File:Dyfiharipadarally (32).jpg
Image for representation via Wikimedia Commons.

India’s unemployment benefits

Workers who lost their job during the pandemic — between March 24 to December 31 this year  — are entitled to receive 50 percent of their average wage of three months as their unemployment benefits.

The condition is that the workers should be covered under the Employees’ State Insurance Corporation (ESIC).

The benefit has been increased 50 percent for the pandemic. Earlier, workers could only claim 25 percent wage for a period of 90 days.

The scheme is applicable for only those who have insurable employment for a period of two years and have contributed at least 78 days before unemployment.
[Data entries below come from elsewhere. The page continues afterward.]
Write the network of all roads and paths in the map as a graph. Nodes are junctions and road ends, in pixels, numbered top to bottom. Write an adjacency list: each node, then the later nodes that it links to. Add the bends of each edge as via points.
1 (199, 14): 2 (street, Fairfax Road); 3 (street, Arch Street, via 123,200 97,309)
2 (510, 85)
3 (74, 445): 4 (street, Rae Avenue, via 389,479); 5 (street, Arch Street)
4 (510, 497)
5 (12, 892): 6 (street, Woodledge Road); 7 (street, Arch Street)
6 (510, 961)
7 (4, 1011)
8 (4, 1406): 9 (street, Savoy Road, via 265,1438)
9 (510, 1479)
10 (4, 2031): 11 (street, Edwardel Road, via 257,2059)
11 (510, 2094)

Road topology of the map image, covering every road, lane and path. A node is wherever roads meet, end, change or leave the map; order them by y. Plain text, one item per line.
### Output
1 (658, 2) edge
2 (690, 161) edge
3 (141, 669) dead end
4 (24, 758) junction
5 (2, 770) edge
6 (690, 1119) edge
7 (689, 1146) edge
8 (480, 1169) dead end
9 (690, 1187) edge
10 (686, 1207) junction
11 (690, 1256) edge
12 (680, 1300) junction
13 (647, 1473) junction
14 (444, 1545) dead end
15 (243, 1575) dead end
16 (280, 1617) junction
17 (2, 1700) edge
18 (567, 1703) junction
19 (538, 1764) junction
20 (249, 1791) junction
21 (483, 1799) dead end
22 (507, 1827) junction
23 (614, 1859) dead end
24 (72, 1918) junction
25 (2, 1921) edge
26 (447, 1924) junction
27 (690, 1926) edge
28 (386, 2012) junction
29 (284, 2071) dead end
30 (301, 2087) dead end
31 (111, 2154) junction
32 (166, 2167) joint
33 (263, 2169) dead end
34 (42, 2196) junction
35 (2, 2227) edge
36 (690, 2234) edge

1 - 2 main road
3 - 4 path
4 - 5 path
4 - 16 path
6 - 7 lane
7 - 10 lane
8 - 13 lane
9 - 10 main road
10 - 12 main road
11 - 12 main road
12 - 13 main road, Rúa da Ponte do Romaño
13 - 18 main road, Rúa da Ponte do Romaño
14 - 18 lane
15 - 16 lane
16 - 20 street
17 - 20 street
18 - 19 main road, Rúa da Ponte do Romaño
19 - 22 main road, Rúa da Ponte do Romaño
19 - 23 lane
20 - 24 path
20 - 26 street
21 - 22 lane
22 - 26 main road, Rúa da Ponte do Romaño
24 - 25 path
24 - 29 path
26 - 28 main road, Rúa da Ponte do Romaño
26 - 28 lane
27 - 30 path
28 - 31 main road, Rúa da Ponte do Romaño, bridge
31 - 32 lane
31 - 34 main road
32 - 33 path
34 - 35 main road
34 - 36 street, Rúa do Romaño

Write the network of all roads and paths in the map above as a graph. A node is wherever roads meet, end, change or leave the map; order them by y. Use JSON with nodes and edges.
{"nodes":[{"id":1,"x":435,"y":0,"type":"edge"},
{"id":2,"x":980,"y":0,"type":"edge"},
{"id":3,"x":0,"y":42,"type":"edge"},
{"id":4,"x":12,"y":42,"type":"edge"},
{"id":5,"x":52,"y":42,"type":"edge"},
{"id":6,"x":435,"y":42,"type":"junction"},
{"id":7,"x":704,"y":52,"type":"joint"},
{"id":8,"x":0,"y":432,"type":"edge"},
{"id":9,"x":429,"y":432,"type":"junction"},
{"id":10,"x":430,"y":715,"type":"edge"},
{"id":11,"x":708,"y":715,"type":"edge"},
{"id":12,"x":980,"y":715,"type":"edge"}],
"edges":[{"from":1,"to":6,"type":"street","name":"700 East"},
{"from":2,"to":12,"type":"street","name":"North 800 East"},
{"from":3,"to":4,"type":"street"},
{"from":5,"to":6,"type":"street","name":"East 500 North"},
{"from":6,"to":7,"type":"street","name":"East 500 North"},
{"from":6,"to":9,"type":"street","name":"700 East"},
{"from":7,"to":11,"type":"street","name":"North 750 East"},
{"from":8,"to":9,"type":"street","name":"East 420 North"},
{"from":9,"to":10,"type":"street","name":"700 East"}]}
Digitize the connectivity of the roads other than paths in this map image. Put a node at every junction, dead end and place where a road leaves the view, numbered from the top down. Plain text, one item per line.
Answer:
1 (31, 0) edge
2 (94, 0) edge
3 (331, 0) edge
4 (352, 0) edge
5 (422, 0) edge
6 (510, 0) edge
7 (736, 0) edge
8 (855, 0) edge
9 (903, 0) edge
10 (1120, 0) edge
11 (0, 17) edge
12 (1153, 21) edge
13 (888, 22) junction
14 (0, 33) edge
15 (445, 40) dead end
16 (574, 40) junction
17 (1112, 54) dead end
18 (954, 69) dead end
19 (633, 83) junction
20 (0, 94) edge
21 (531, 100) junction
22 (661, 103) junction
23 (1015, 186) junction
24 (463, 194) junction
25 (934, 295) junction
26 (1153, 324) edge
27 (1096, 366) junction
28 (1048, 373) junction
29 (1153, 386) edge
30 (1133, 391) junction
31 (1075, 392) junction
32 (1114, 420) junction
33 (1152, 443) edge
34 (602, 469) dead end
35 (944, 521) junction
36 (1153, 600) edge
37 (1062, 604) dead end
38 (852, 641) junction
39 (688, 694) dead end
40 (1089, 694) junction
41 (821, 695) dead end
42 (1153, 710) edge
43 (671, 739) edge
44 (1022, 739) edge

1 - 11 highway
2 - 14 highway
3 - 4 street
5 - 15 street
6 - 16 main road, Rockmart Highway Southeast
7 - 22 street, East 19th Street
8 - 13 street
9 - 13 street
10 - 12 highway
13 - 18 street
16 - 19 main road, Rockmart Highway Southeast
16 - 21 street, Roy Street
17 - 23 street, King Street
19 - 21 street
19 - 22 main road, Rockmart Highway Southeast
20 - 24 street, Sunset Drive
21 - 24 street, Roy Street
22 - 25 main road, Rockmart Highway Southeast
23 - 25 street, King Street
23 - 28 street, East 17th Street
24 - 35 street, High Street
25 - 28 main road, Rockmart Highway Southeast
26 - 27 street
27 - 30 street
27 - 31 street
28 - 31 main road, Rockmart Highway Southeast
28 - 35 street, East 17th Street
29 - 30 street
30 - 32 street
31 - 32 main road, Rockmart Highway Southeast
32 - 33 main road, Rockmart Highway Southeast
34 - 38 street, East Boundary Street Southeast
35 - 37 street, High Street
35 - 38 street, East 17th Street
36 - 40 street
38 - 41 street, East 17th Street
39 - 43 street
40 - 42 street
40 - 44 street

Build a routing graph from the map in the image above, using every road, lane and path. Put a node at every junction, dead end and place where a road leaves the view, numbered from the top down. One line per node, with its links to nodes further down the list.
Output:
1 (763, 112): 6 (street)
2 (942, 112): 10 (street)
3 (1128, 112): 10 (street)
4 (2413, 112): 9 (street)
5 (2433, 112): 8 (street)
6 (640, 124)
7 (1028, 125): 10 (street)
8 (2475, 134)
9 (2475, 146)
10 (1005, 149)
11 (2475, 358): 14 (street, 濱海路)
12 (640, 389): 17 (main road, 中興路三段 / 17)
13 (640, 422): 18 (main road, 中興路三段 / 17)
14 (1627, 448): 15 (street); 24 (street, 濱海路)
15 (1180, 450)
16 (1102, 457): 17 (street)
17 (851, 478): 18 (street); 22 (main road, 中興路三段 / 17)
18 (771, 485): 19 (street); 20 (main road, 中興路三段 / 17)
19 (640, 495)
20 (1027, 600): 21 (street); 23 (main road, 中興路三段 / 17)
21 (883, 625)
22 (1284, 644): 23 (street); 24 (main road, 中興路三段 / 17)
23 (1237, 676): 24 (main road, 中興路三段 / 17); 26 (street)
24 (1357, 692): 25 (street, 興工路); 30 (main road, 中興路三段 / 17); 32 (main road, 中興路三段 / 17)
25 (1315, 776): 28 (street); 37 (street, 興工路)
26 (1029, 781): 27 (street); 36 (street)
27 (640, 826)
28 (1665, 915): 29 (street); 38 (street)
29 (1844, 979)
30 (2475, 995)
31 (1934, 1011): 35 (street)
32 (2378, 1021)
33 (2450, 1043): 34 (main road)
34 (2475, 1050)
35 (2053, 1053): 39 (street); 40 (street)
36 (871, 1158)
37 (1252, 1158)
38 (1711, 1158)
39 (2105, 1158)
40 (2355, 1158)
They are also to be engaged in work in the timespan of 2 years before getting unemployed.

The ESIC is said to cover around 3.49 crore workers with a monthly salary of up to Rs 21,000. Hence, the benefits will be capped at Rs 31,500.

Read more on India’s unemployment benefits by the Deccan Herald report by Sangeetha G.

Meanwhile, India’s unemployment rate has touched a nine-week high and now stands at 9.1 percent, according to data provided by the Centre of Monitoring Indian Economy (CMIE).

Other rural updates this week:

Who gets to host the tricolor?

A TV journalist was assaulted in Chennai while covering a story about a Dalit panchayat president who was stopped from hoisting the tricolor by members of the dominating caste on independence day. 

The news surfaced from Athupakkam village in the Gummidipoondi Taluk where people were invited to hoist the flag. The school’s headmistress was allegedly persuaded by members of the dominating cast to not invite a certain Amrutham to house the flag.

Later when a journalist named M Ezhilarasan tried to cover the incident, he was allegedly beaten up and locked in a room. Later, the police and reporters arrived on the spot, and both the parties filed FIRs against each other.

The police later arrested the accused duo — Sasikumar and Vijaykumar — who are the panchayat’s secretary and vice president’s husband on charges of rioting, obscenity, causing hurt, wrongful confinement, and criminal intimidation.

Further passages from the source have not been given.